Price Alert
The fastest growing lead type
Project Overview
My role
Senior Product Designer
Team
Product Manager
Designer (Me)
Developers (3)
Technical Integration Manager
Timeframe & Scope
3 months
Mobile-first, Desktop
Outcome
The feature became AutoUncle’s fastest-growing lead type
Context & The Problem
Price Alert is a feature designed to notify dealership customers the moment a vehicle they are interested in drops in price. AutoUncle recognized the need to integrate this feature into their third-party website modules in an intuitive, frictionless way.
While price tracking is a staple in traditional e-commerce, the car-buying journey often lacked this transparency. We identified a missed conversion gap: users were frequently "window shopping" for vehicles they couldn't yet afford, but had no way to stay connected to those listings. Without an automated way to monitor price drops, these high-intent leads were churning instead of being nurtured into active buyers.
Ideation and Iteration
The design process went through many rounds of iteration, starting with low-fidelity mockups and evolving into high-fidelity prototypes.

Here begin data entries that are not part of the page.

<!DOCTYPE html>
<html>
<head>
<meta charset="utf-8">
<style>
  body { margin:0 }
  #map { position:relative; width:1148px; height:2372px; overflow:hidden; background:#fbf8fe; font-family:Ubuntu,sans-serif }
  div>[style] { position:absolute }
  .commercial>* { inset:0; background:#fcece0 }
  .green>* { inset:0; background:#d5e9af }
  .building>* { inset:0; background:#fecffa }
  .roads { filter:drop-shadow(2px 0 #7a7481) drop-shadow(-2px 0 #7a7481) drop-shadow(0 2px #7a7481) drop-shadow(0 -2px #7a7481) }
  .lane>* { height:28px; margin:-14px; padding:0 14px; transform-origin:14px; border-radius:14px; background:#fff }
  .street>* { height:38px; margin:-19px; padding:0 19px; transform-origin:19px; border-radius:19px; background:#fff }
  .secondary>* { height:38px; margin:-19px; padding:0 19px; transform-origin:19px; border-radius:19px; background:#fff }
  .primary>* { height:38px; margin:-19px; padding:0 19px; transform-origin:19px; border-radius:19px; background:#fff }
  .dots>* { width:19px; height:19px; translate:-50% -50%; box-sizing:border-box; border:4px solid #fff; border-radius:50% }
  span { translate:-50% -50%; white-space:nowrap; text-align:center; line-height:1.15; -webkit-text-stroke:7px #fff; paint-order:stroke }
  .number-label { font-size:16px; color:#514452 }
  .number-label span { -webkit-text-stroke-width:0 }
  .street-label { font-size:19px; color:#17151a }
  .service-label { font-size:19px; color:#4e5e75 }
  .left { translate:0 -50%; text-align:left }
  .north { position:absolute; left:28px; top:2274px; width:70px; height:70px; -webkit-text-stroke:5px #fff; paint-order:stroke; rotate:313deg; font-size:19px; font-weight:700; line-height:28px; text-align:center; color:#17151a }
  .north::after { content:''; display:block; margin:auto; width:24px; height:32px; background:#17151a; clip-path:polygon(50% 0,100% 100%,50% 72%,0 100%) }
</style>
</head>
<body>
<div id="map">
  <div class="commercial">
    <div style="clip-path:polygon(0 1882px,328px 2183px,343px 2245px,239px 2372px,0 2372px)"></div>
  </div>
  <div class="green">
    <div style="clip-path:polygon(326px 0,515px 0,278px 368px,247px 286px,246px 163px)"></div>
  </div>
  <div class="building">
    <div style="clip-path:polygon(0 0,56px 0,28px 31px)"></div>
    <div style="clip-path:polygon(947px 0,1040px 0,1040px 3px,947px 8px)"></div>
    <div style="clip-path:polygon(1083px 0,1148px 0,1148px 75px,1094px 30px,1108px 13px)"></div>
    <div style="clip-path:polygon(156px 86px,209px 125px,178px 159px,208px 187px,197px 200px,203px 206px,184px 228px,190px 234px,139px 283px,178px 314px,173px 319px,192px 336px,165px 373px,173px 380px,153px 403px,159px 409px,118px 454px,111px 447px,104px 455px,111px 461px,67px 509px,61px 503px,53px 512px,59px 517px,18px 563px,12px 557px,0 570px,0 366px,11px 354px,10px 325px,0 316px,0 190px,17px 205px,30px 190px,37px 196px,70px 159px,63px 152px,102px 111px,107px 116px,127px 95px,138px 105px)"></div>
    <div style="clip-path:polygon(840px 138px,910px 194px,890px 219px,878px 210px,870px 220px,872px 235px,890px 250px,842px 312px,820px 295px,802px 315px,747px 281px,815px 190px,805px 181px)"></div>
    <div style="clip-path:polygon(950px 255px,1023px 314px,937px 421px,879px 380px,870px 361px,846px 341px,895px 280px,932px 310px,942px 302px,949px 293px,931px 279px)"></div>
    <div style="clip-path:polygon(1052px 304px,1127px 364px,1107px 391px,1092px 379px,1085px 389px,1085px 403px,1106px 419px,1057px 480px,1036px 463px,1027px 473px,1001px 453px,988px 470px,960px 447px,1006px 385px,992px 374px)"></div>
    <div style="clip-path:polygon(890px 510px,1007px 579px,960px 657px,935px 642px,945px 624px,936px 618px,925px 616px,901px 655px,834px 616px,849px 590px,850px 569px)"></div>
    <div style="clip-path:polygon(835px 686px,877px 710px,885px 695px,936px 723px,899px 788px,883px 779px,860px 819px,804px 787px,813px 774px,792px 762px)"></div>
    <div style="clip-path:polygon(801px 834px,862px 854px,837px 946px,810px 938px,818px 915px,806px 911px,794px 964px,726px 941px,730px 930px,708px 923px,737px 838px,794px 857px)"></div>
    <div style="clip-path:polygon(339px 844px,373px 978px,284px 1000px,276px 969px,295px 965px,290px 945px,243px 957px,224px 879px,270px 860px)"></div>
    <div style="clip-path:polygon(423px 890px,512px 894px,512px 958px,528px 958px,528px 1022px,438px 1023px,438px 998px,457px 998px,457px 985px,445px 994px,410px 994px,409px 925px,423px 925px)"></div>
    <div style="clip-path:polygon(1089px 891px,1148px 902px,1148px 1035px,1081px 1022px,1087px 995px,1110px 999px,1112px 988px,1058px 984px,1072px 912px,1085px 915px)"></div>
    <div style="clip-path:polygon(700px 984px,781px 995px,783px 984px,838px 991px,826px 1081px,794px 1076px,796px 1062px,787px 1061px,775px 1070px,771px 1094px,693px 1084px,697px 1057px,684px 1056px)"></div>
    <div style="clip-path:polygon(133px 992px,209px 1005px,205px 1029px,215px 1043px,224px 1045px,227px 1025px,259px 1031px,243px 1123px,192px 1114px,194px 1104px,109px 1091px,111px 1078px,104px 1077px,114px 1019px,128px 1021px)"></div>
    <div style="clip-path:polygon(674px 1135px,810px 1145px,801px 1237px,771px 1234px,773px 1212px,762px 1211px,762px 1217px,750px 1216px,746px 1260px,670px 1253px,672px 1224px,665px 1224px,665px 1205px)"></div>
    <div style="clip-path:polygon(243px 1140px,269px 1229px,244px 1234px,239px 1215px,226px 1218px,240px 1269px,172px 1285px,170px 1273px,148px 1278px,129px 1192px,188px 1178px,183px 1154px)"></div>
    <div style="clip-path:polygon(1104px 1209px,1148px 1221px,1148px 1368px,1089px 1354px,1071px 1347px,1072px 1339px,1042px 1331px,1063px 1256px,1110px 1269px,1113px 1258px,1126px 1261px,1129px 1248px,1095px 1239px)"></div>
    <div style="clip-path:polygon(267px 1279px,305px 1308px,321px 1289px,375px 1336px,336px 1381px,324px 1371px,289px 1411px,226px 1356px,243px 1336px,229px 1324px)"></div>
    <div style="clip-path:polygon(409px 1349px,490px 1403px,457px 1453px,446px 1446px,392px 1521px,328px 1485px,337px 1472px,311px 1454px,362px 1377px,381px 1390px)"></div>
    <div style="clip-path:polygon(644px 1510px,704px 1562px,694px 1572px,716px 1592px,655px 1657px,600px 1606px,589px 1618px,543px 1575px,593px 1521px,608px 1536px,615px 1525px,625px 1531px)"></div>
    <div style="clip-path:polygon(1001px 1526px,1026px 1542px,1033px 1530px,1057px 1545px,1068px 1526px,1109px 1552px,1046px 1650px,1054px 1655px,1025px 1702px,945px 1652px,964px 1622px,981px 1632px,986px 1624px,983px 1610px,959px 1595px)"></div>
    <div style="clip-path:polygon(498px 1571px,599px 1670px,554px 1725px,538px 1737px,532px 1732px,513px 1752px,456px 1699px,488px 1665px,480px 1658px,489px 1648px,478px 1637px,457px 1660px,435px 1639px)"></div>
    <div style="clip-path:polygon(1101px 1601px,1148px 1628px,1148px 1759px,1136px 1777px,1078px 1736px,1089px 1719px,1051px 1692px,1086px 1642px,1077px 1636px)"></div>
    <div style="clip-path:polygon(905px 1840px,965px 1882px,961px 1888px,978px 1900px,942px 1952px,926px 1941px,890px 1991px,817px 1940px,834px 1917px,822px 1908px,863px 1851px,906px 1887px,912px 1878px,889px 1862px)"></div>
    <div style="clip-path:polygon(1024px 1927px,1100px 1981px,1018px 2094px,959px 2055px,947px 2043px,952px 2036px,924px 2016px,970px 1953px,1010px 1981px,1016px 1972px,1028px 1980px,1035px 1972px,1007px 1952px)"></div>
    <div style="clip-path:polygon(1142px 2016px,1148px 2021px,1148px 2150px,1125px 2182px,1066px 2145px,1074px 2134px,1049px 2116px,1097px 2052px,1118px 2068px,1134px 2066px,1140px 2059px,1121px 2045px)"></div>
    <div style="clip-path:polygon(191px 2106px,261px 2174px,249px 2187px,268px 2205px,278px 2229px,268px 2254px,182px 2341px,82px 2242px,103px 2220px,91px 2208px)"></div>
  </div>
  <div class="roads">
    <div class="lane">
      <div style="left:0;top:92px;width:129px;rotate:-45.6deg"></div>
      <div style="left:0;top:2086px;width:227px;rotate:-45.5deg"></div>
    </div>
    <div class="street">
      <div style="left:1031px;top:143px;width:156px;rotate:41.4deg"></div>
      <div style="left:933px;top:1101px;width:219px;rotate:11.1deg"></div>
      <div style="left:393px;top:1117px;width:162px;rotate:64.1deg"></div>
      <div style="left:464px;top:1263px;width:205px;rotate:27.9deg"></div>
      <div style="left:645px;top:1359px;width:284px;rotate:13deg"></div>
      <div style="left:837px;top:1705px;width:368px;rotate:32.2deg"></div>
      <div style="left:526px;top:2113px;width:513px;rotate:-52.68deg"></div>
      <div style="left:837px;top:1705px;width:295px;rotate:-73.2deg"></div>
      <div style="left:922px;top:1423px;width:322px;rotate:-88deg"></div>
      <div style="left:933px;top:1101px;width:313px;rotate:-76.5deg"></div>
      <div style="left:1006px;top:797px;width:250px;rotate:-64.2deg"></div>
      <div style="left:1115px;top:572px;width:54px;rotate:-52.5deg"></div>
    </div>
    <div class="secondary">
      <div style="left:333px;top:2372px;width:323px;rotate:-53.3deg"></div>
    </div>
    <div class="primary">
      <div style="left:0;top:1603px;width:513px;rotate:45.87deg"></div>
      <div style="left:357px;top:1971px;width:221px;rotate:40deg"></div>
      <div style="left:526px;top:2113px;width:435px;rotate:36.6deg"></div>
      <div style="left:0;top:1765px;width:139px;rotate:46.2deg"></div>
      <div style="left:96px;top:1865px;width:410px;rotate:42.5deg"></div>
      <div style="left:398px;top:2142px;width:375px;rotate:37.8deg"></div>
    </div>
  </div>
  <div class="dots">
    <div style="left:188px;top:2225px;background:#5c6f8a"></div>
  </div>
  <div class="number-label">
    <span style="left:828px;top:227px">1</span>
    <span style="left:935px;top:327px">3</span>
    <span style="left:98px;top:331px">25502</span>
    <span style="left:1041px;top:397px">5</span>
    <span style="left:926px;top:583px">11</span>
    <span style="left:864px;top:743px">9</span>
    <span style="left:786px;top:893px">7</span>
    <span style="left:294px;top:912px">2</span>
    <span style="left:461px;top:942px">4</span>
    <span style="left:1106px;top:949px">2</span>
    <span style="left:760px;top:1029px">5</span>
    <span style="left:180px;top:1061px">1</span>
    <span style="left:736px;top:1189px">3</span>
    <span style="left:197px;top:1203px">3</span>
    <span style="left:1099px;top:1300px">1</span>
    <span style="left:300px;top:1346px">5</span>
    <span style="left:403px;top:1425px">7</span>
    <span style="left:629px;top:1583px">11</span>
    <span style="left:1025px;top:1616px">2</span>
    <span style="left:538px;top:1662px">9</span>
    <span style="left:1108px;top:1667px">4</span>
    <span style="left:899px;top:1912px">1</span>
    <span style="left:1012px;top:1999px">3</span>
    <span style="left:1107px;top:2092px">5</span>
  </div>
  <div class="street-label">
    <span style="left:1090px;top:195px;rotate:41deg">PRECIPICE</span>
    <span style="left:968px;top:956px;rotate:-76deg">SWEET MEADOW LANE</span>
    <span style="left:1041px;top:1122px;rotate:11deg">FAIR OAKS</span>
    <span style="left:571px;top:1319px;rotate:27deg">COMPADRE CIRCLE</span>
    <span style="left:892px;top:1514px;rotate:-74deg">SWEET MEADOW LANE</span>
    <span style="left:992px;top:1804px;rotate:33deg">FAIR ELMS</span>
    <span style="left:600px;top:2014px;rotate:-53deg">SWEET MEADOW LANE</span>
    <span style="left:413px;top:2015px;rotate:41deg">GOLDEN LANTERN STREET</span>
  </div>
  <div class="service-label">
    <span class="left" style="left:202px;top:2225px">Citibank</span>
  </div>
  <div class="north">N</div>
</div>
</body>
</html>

Throughout this phase, I worked closely with my project manager, developers, and company stakeholders. We followed a feedback-driven process, using insights from user interviews as the foundation for our design decisions.
Challenges
Designing this feature came with several challenges.
One key challenge was making the interaction around setting a price alert feel clear and intuitive. Specifically, when the default option “On any price drop” is selected, users needed to understand that they would be notified even if the price drops by just one unit, and that no further interaction is required.
Another challenge came with the second option, “When the price gets under.”
Here, we wanted users to understand that the section refers to how likely it is that a dealer will accept the price they’re setting. To support this, we used a colored gradient to visually represent the likelihood.
However, in some rare cases, users misunderstood the gradient. Instead of interpreting it as higher likelihood when closer to the market price, they assumed the bar should get greener the cheaper the price was, essentially reading it in reverse.
User Research & Validation
I led the discovery track by organizing and conducting user research sessions. This included recruiting participants, scheduling sessions, preparing agendas, taking notes, and recording sessions with participant consent.
Each design iteration was tested with real users through interactive prototypes. These sessions helped us validate our assumptions and improve the feature step by step. With every session, we gained new insights that made the experience more intuitive and the feature more desirable.
The user research sessions helped us address the challenges stated above, with misconception rates being very low by the end of our iteration cycles.
Result
Price Alert became a strong product-market fit. It is now AutoUncle’s fastest-growing lead type and helps keep users engaged with cars they are genuinely interested in.
Dealers value the quality of leads it generates, and the feature has also become a major asset for the sales team. Even new team members are able to close deals more easily thanks to the value it brings.